According to the latest Consensus Forecast, the NCREIF All Property Types (NPI) Index is expected to fall by 80 basis points between 2017 and 2018, to 5.2 percent.

The third quarter Consensus Forecast survey released yesterday by the Pension Real Estate Association (PREA) shows that market participants expect total returns on the four core property types to decline slightly over the next two years. At the same time, survey participants expect income returns will stay stable or increase.

According to the latest Consensus Forecast, the NCREIF All Property Types (NPI) Index is expected to fall by 80 basis points between 2017 and 2018, to 5.2 percent. In 2019, survey participants indicated the Index, which measures total returns including income, will likely decline by another 40 basis points, to 4.8 percent. Survey participants expect the industrial sector to experience the greatest decline in total returns, falling by 400 basis points between now and 2019, to 5.7 percent. Total returns for retail are forecast to fall 120 basis points during the same period, ending up at 4.8 percent. Survey respondents anticipate that returns on multifamily properties will decline the least, going down 80 basis points from 5.6 percent in 2017 to 4.8 percent in 2019.

Over the four-year period from 2017 to 2021, however, the industrial sector is expected to show the greatest growth in returns out of the four property types tracked, with 6.5 percent.

At the same time, survey respondents forecast that income returns will move up slightly for three of the four property types. Income returns on both office and multifamily properties are expected to increase by 20 basis points over the next two years, ending up at 4.7 percent. Income returns on retail assets are forecast to go up by 10 basis points, to 4.9 percent in 2019. Income returns for industrial properties are forecast to fall by 10 basis points in 2018, but end up back at 5.3 percent the year after.
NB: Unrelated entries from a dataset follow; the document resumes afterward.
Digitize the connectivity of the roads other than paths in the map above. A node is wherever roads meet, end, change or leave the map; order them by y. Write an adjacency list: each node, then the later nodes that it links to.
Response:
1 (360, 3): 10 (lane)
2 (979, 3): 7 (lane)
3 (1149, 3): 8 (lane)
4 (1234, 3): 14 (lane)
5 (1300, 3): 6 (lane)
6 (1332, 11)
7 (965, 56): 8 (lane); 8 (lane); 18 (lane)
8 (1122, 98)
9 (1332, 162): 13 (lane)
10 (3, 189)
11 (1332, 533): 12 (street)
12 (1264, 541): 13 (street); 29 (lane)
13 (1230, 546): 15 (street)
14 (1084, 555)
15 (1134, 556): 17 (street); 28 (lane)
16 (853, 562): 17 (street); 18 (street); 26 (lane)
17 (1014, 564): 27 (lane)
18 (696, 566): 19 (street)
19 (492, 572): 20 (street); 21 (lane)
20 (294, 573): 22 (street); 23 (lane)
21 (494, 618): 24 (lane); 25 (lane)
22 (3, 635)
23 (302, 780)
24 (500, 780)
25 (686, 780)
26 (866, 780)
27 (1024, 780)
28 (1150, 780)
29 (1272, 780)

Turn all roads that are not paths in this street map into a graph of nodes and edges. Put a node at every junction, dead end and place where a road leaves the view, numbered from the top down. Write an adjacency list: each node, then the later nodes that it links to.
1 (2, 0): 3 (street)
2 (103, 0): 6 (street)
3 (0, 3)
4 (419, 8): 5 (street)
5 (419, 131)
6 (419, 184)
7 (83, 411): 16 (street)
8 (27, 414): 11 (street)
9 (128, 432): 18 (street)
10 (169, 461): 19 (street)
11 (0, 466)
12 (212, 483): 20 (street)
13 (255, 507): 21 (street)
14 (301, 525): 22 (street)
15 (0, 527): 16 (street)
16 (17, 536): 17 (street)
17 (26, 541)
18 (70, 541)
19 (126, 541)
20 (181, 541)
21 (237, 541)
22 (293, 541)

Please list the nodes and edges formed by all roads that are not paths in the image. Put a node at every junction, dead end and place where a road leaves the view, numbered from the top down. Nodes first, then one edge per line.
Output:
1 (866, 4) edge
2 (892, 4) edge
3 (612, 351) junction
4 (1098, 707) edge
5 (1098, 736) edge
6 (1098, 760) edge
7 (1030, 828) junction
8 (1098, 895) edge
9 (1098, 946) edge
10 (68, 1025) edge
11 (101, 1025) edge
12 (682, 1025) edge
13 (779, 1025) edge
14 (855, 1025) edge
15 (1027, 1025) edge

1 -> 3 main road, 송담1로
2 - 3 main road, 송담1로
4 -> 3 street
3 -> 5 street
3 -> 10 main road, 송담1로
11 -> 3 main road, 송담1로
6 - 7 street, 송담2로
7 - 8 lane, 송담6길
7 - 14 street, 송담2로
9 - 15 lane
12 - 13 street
Most of the declines in total returns are expected to come from slower appreciation, according to the results of the survey, with office and industrial properties forecast to show the most drastic declines in appreciation returns over the next two years, by 170 basis points and 370 basis points respectively. By 2019, survey participants expect that office properties will be experiencing negative appreciation of 0.5 percent.

Survey participants included 25 firms representing real estate investment managers, advisors and research providers. The survey took place in August of this year.